Answer:
Approximately [tex]0.64\; {\rm s}[/tex].
Velocity: approximately [tex]6.3\; {\rm m\cdot s^{-1}}[/tex].
(Assuming that air resistance is negligible, and that [tex]g = 9.81\; {\rm m\cdot s^{-2}}[/tex] assuming that the fall started from rest.)
Explanation:
If air resistance is negligible, acceleration will be constantly [tex]a = (-g) = (-9.81)\; {\rm m\cdot s^{-2}}[/tex] during the fall.
Let [tex]x[/tex] denote the displacement. In this question, [tex]x = (-2.0)\; {\rm m}[/tex]. Note that [tex]x[/tex] is negative since the position after the fall is below the initial position.
The initial velocity at the beginning of the fall is [tex]u = 0\; {\rm m\cdot s^{-1}}[/tex] under the assumptions.
Let [tex]v[/tex] denote the final velocity right before landing. Apply the SUVAT equation [tex]v^{2} - u^{2} = 2\, a\, x[/tex] to find [tex]v\![/tex]. Rearrange this equation to obtain:
[tex]\begin{aligned}v &= \sqrt{2\, a\, x + u^{2}} \end{aligned}[/tex].
Substitute in [tex]a = (-g) = (-9.81)\; {\rm m\cdot s^{-2}}[/tex], [tex]x = (-2.0)\; {\rm m}[/tex], and [tex]u = 0\; {\rm m\cdot s^{-1}}[/tex] and solve for [tex]v[/tex]
[tex]\begin{aligned}v &= -\sqrt{2\, a\, x + u^{2}} \\ &= -\sqrt{2 \,((-9.81)\; {\rm m\cdot s^{-2}}) \, ((-2.0)\; {\rm m}) + (0\; {\rm m\cdot s^{-1}})^{2}} \\ &= \left(-\sqrt{2 \, (-9.81)\, (-2.0)}\right)\; {\rm m\cdot s^{-1}} \\ &\approx (-6.26)\; {\rm m\cdot s^{-1}} \\ &\approx (-6.3)\; {\rm m\cdot s^{-1}}\end{aligned}[/tex].
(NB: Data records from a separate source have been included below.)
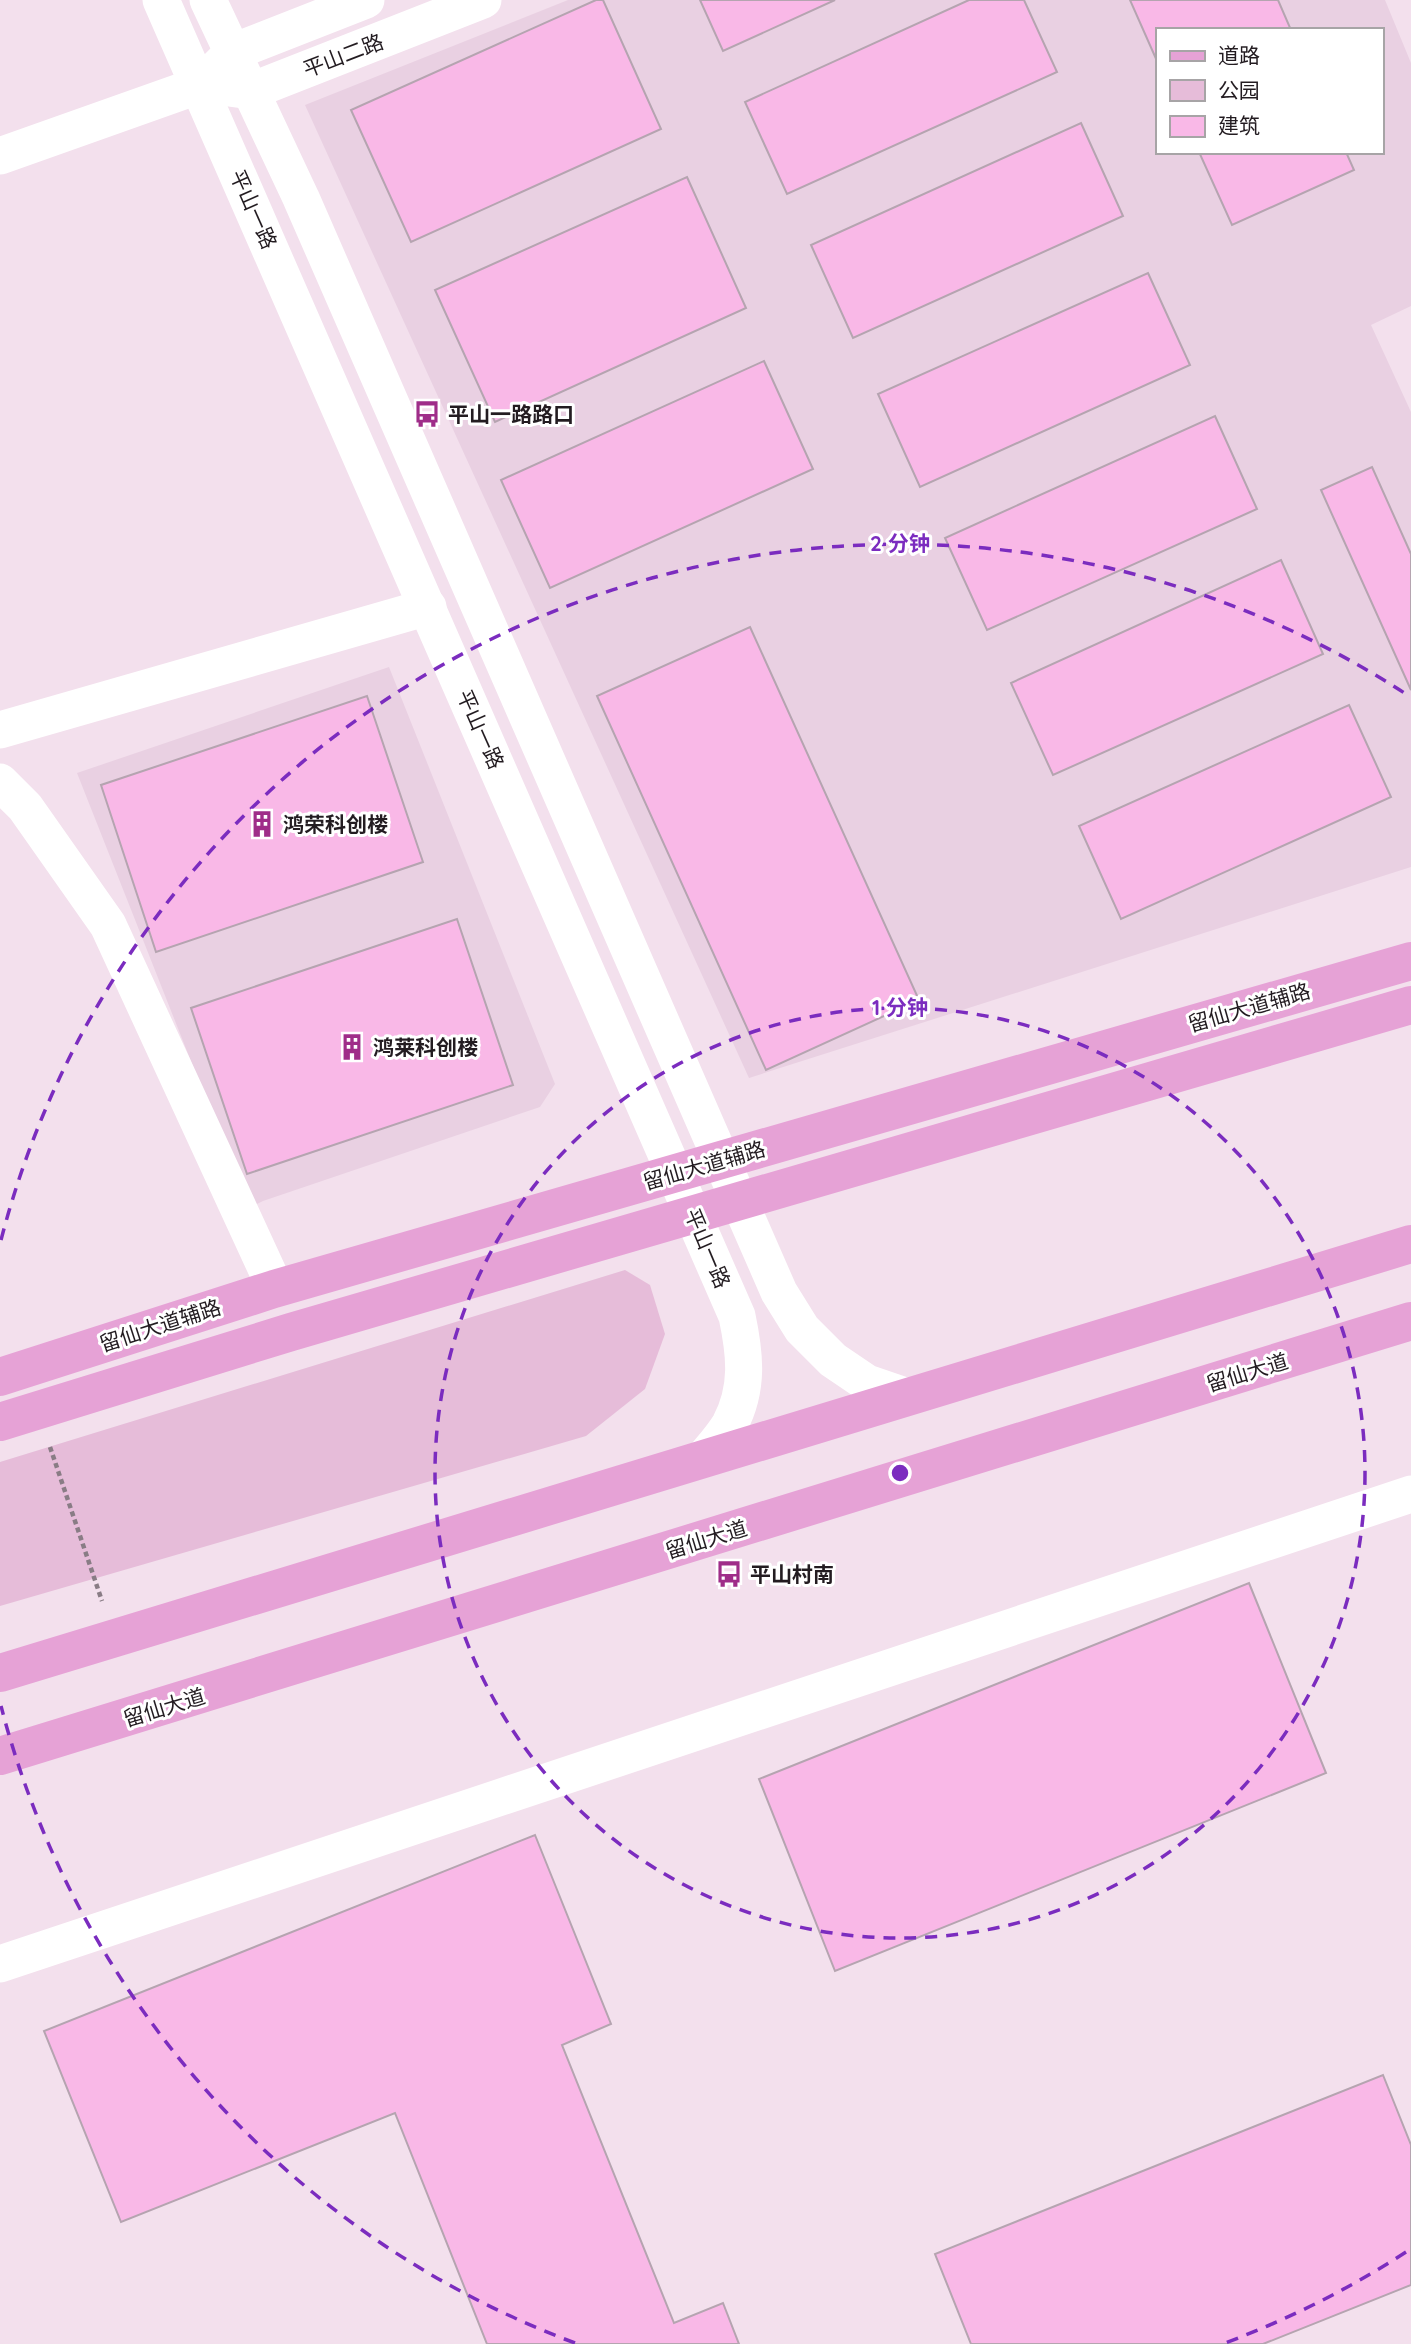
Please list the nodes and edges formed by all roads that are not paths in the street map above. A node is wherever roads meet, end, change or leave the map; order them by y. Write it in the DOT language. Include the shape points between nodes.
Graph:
graph roads {
  1 [pos="161,0"];
  2 [pos="208,0"];
  3 [pos="366,0"];
  4 [pos="483,0"];
  5 [pos="233,52"];
  6 [pos="200,85"];
  7 [pos="251,91"];
  8 [pos="0,156"];
  9 [pos="428,607"];
  10 [pos="0,730"];
  11 [pos="0,782"];
  12 [pos="1411,961"];
  13 [pos="1411,1005"];
  14 [pos="721,1160"];
  15 [pos="675,1173"];
  16 [pos="739,1201"];
  17 [pos="693,1215"];
  18 [pos="1411,1244"];
  19 [pos="272,1281"];
  20 [pos="1411,1321"];
  21 [pos="0,1377"];
  22 [pos="908,1397"];
  23 [pos="0,1422"];
  24 [pos="703,1460"];
  25 [pos="1411,1494"];
  26 [pos="0,1673"];
  27 [pos="0,1756"];
  28 [pos="0,1964"];
  1 -- 6 [label="street, 平山一路"];
  2 -- 5 [label="street"];
  3 -- 5 [label="street, 平山二路"];
  4 -- 7 [label="street, 平山二路"];
  5 -- 6 [label="street, 平山二路"];
  5 -- 7 [label="street"];
  6 -- 7 [label="street, 平山二路"];
  6 -- 8 [label="street, 平山二路"];
  6 -- 9 [label="street, 平山一路"];
  7 -- 14 [label="street"];
  9 -- 10 [label="street"];
  9 -- 15 [label="street, 平山一路"];
  11 -- 19 [label="street" via="25,807 108,925"];
  12 -- 14 [label="main road, 留仙大道辅路"];
  13 -- 16 [label="main road, 留仙大道辅路"];
  14 -- 15 [label="main road, 留仙大道辅路"];
  14 -- 16 [label="street"];
  15 -- 17 [label="street, 平山一路"];
  15 -- 21 [label="main road, 留仙大道辅路" via="274,1289"];
  16 -- 17 [label="main road, 留仙大道辅路"];
  16 -- 22 [label="street" via="779,1292 802,1329 833,1360 867,1383"];
  17 -- 23 [label="main road, 留仙大道辅路"];
  17 -- 24 [label="street, 平山一路" via="737,1316 745,1353 743,1388 730,1424"];
  18 -- 22 [label="main road"];
  20 -- 27 [label="main road, 留仙大道"];
  22 -- 24 [label="main road"];
  24 -- 26 [label="main road"];
  25 -- 28 [label="street"];
}
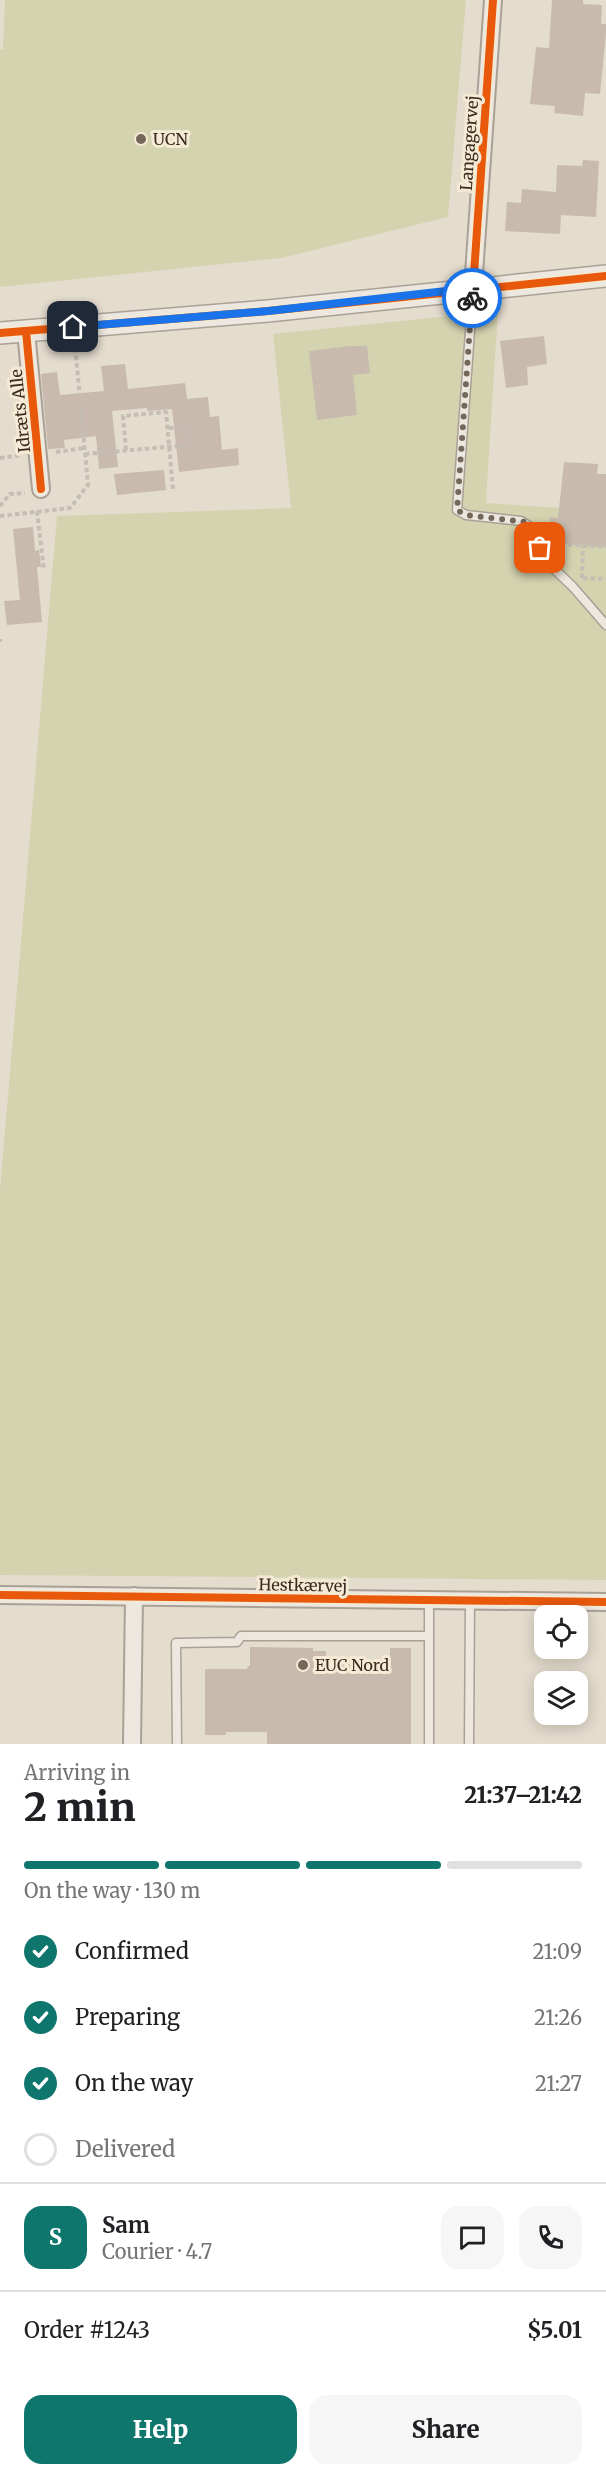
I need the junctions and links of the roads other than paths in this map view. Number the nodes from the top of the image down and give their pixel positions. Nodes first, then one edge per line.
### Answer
1 (493, 0) edge
2 (606, 276) edge
3 (473, 288) junction
4 (26, 331) junction
5 (0, 333) edge
6 (38, 490) road end
7 (606, 626) edge
8 (0, 1595) edge
9 (134, 1596) junction
10 (429, 1600) junction
11 (470, 1600) junction
12 (606, 1602) edge
13 (429, 1635) junction
14 (132, 1744) edge
15 (177, 1744) edge
16 (429, 1744) edge
17 (469, 1744) edge

1 - 3 street, Langagervej
2 - 3 street
3 - 4 street
3 - 7 lane
4 - 5 street
4 - 6 street, Idræts Alle
8 - 9 street, Hestkærvej
9 - 10 street, Hestkærvej
9 - 14 street
10 - 11 street, Hestkærvej
10 - 13 lane
11 - 12 street, Hestkærvej
11 - 17 lane
13 - 15 lane
13 - 16 lane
(Negative since the final velocity points downwards to the ground.)
In other words, the velocity right before landing would be approximately [tex](-6.3)\; {\rm m\cdot s^{-1}}[/tex].
The change in velocity during the fall would be:
[tex]\begin{aligned}v - u &\approx (-6.26)\; {\rm m\cdot s^{-1}} - (0\; {\rm m\cdot s^{-1}}) = (-6.26)\; {\rm m\cdot s^{-1}}\end{aligned}[/tex].
Divide the change in velocity by acceleration to find the duration [tex]t[/tex] of the fall:
[tex]\begin{aligned}t &= \frac{v - u}{a} \\ &\approx \frac{(-6.26)\; {\rm m\cdot s^{-1}}}{(-9.81)\; {\rm m\cdot s^{-2}}} \\ &\approx 0.64\; {\rm s}\end{aligned}[/tex].